Problem details => Please copy every line of the records below that holds the word "lane".

Data =>
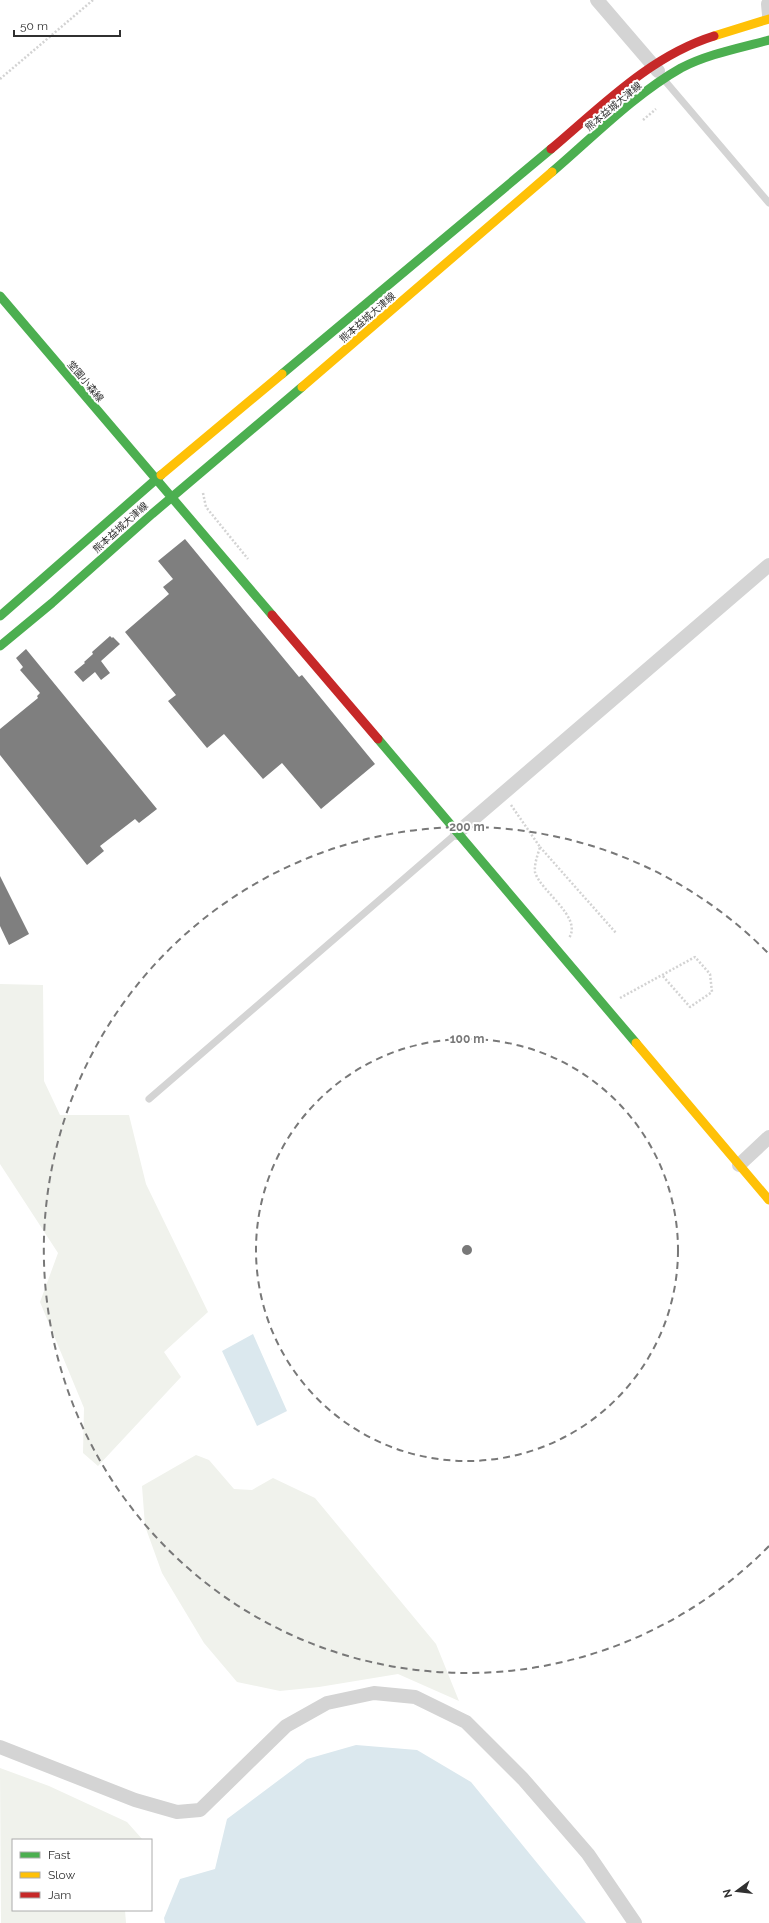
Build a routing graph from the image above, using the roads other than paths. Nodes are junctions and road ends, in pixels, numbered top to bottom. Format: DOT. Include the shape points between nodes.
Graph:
graph roads {
  1 [pos="597,0"];
  2 [pos="769,3"];
  3 [pos="769,15"];
  4 [pos="769,19"];
  5 [pos="769,40"];
  6 [pos="653,65"];
  7 [pos="665,80"];
  8 [pos="769,203"];
  9 [pos="0,296"];
  10 [pos="155,480"];
  11 [pos="171,497"];
  12 [pos="769,565"];
  13 [pos="0,616"];
  14 [pos="0,646"];
  15 [pos="457,833"];
  16 [pos="149,1099"];
  17 [pos="769,1137"];
  18 [pos="739,1165"];
  19 [pos="769,1200"];
  20 [pos="0,1747"];
  21 [pos="635,1923"];
  1 -- 6 [label="street"];
  2 -- 3 [label="street"];
  4 -- 6 [label="main road, 熊本益城大津線" via="699,41"];
  5 -- 7 [label="main road, 熊本益城大津線" via="682,68"];
  6 -- 7 [label="street"];
  6 -- 10 [label="main road, 熊本益城大津線"];
  7 -- 8 [label="lane"];
  7 -- 11 [label="main road, 熊本益城大津線" via="642,95"];
  9 -- 10 [label="main road, 堂園小森線"];
  10 -- 11 [label="main road, 堂園小森線"];
  10 -- 13 [label="main road, 熊本益城大津線"];
  11 -- 14 [label="main road, 熊本益城大津線" via="30,623"];
  11 -- 15 [label="main road, 堂園小森線"];
  12 -- 15 [label="street"];
  15 -- 16 [label="lane"];
  15 -- 18 [label="main road, 堂園小森線"];
  17 -- 18 [label="street"];
  18 -- 19 [label="main road, 堂園小森線"];
  20 -- 21 [label="street" via="135,1800 177,1812 200,1810 286,1726 327,1703 374,1694 415,1697 466,1722 523,1780 588,1854"];
}
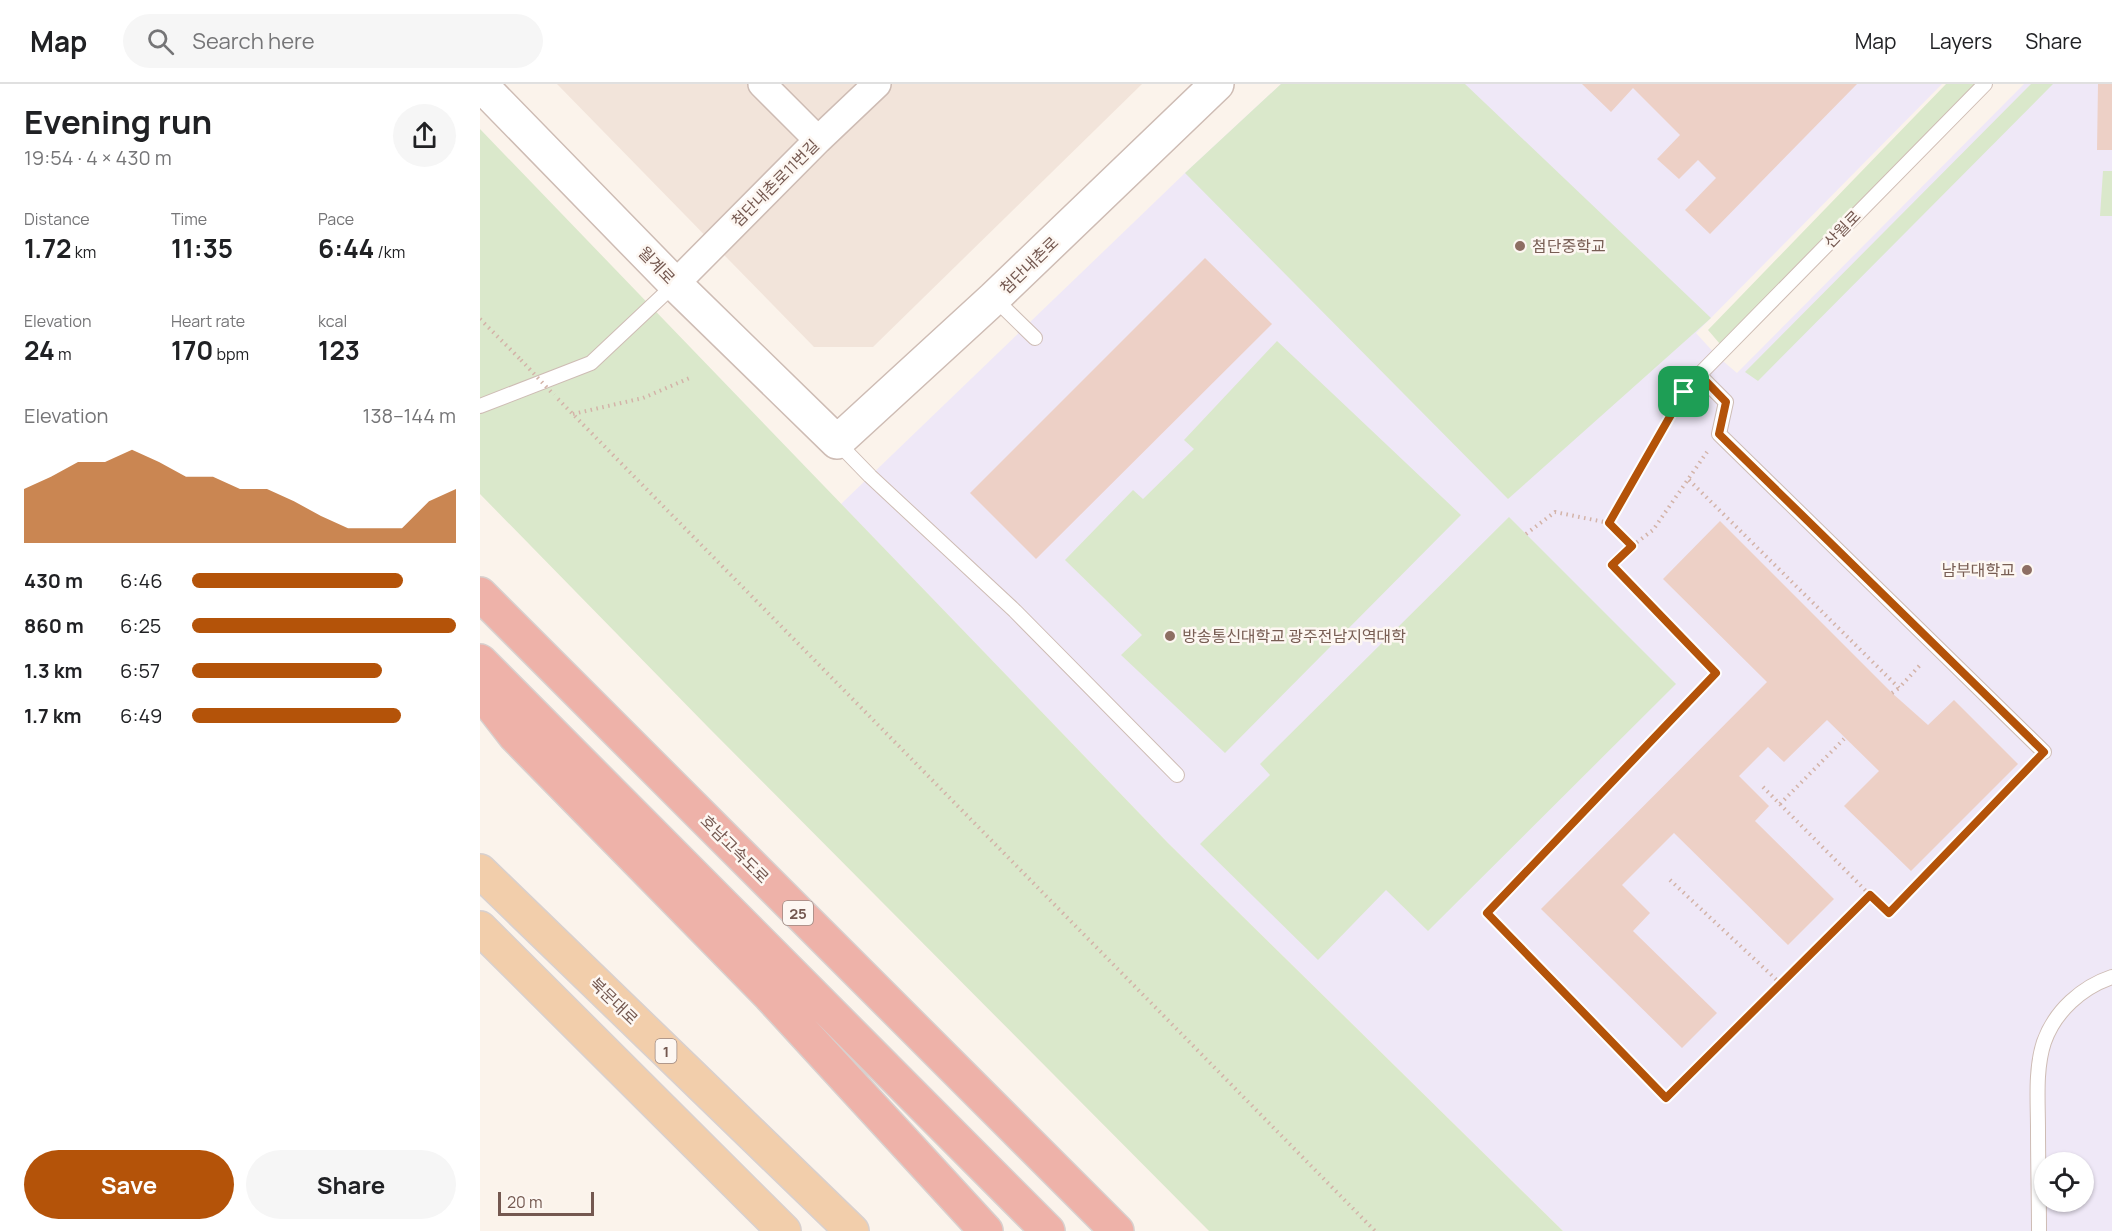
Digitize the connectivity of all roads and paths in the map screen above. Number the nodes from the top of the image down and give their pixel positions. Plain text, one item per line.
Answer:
1 (480, 84) edge
2 (762, 84) edge
3 (877, 84) edge
4 (1217, 84) edge
5 (1985, 84) edge
6 (818, 140) junction
7 (675, 284) junction
8 (994, 298) junction
9 (480, 319) edge
10 (1035, 338) dead end
11 (1700, 375) junction
12 (692, 377) dead end
13 (480, 406) edge
14 (573, 414) junction
15 (1719, 434) junction
16 (837, 442) junction
17 (1689, 480) junction
18 (1609, 523) junction
19 (1526, 534) dead end
20 (1632, 546) junction
21 (480, 594) edge
22 (1937, 648) junction
23 (480, 661) edge
24 (1899, 688) junction
25 (480, 691) edge
26 (1892, 693) dead end
27 (1844, 739) dead end
28 (2044, 752) joint
29 (1177, 775) dead end
30 (1763, 787) dead end
31 (1780, 804) junction
32 (480, 871) edge
33 (1670, 880) dead end
34 (1870, 895) junction
35 (480, 928) edge
36 (2112, 977) edge
37 (1781, 984) junction
38 (784, 1231) edge
39 (852, 1231) edge
40 (986, 1231) edge
41 (1048, 1231) edge
42 (1117, 1231) edge
43 (1375, 1231) edge
44 (2039, 1231) edge

1 - 7 street, 월계로
2 - 6 street
3 - 6 street, 첨단내촌로11번길
4 - 8 street, 첨단내촌로
5 - 11 lane, 산월로
6 - 7 street, 첨단내촌로11번길
7 - 13 lane
7 - 16 street, 월계로
8 - 10 lane
8 - 16 street, 첨단내촌로
9 - 14 path, bridge
11 - 15 lane
11 - 18 path
12 - 14 path
14 - 43 path
15 - 17 path
15 - 22 lane
16 - 29 lane
17 - 20 path
17 - 24 path
18 - 19 path
18 - 20 path
20 - 37 path
21 - 42 highway, 호남고속도로 / 25
22 - 24 path
22 - 28 lane
23 - 41 highway
24 - 26 path
25 - 40 highway
27 - 31 path
28 - 34 path
30 - 31 path
31 - 34 path
32 - 39 main road, 북문대로 / 1
33 - 37 path
34 - 37 path
35 - 38 main road
36 - 44 lane

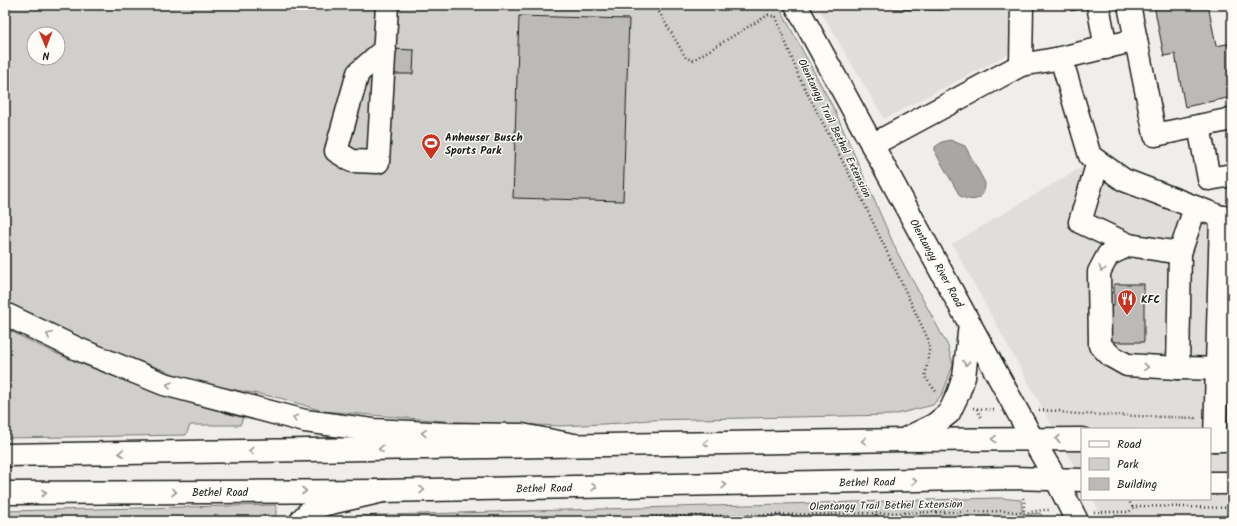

Completed task =>
  7 -- 8 [label="lane"];
  15 -- 16 [label="lane"];
5 - 11 lane, 산월로
7 - 13 lane
8 - 10 lane
11 - 15 lane
15 - 22 lane
16 - 29 lane
22 - 28 lane
36 - 44 lane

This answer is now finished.